Late Thursday afternoon, a lawyer for the fund released the names of six businesses and individuals who had contributed the $100,000 that would be immediately turned over. They are: landfill operator BKK Corp., $25,000; children’s television programmer Saban Entertainment, $25,000; a trust in the name of offshore oil company executive Selim K. Zilkha, $25,000; Peter Gold, $15,000; private investment firm Tennenbaum & Co., $5,000; and Robert J. Abernethy, $5,000.

Chemerinsky said he does not yet know where the commission will get the additional $1 million it figures it needs to complete its work and put a rewritten charter on the mid-1999 ballot. But he said he is hopeful that the council will allocate at least some of the funds.

A move by City Councilwoman Jackie Goldberg to allocate $350,000 is stalled in the council’s rules committee.

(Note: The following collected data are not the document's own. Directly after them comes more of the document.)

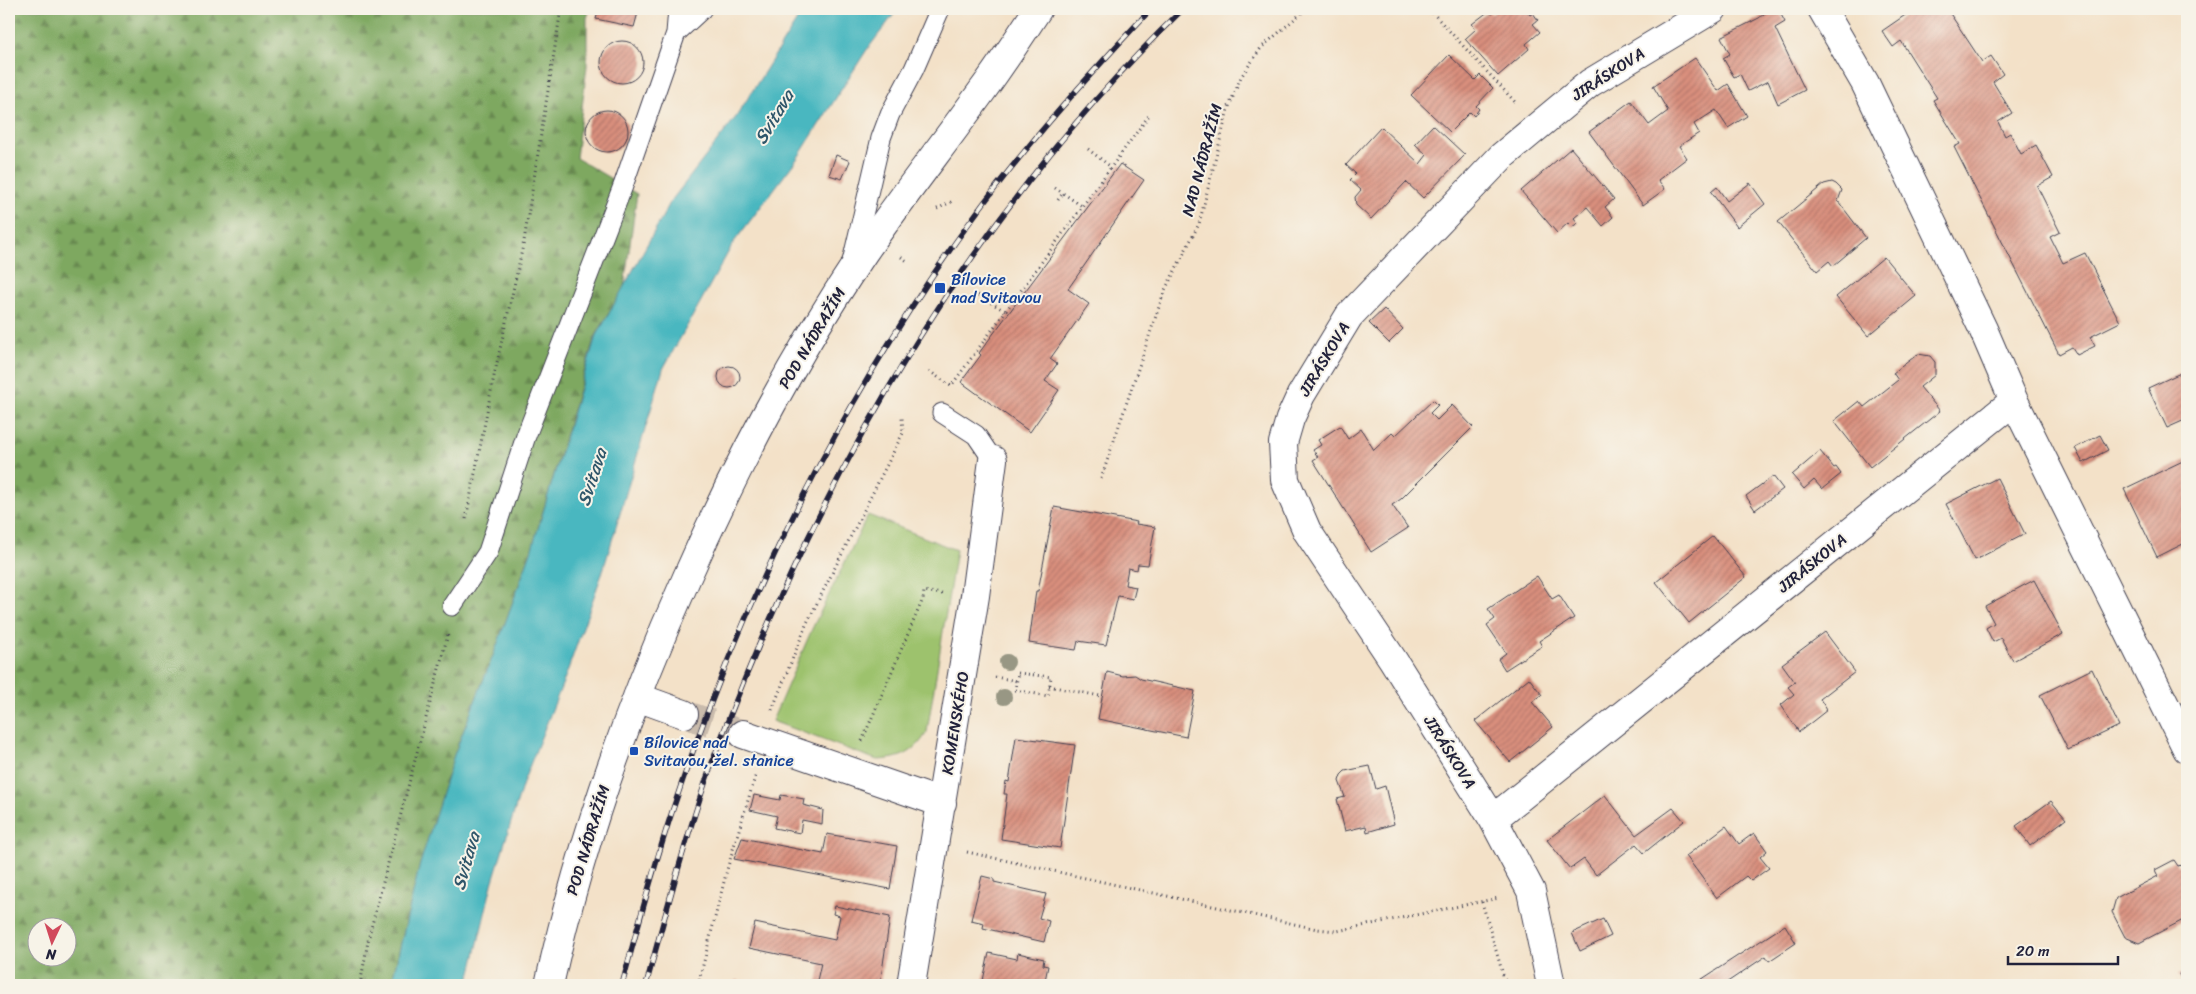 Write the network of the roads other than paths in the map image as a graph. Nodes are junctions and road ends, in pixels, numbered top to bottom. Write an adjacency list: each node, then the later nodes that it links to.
1 (678, 9): 7 (lane)
2 (702, 9): 7 (lane)
3 (940, 9): 8 (lane)
4 (1038, 9): 8 (street, POD NÁDRAŽÍM)
5 (1713, 9): 18 (street, JIRÁSKOVA)
6 (1822, 9): 9 (street)
7 (676, 33): 12 (lane)
8 (850, 275): 13 (street, POD NÁDRAŽÍM)
9 (2014, 401): 16 (street); 18 (street, JIRÁSKOVA)
10 (942, 413): 11 (lane)
11 (993, 460): 17 (street, KOMENSKÉHO)
12 (452, 606)
13 (637, 697): 14 (street); 19 (street, POD NÁDRAŽÍM)
14 (684, 714)
15 (755, 738): 17 (street)
16 (2187, 748)
17 (942, 803): 20 (street, KOMENSKÉHO)
18 (1493, 819): 21 (street, JIRÁSKOVA)
19 (549, 985)
20 (911, 985)
21 (1551, 985)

Committee member Ruth Galanter opposed the move, noting that Riordan raised $2 million to fund a campaign that created the commission, which is functioning as an alternative to another charter commission that has been appointed and funded by the City Council. “I’m really tired of cleaning up after Dick Riordan, and I’m not going to support this,” Galanter said last week.

Goldberg said Thursday that she does not know if a majority of the council will go along with publicly funding a second commission.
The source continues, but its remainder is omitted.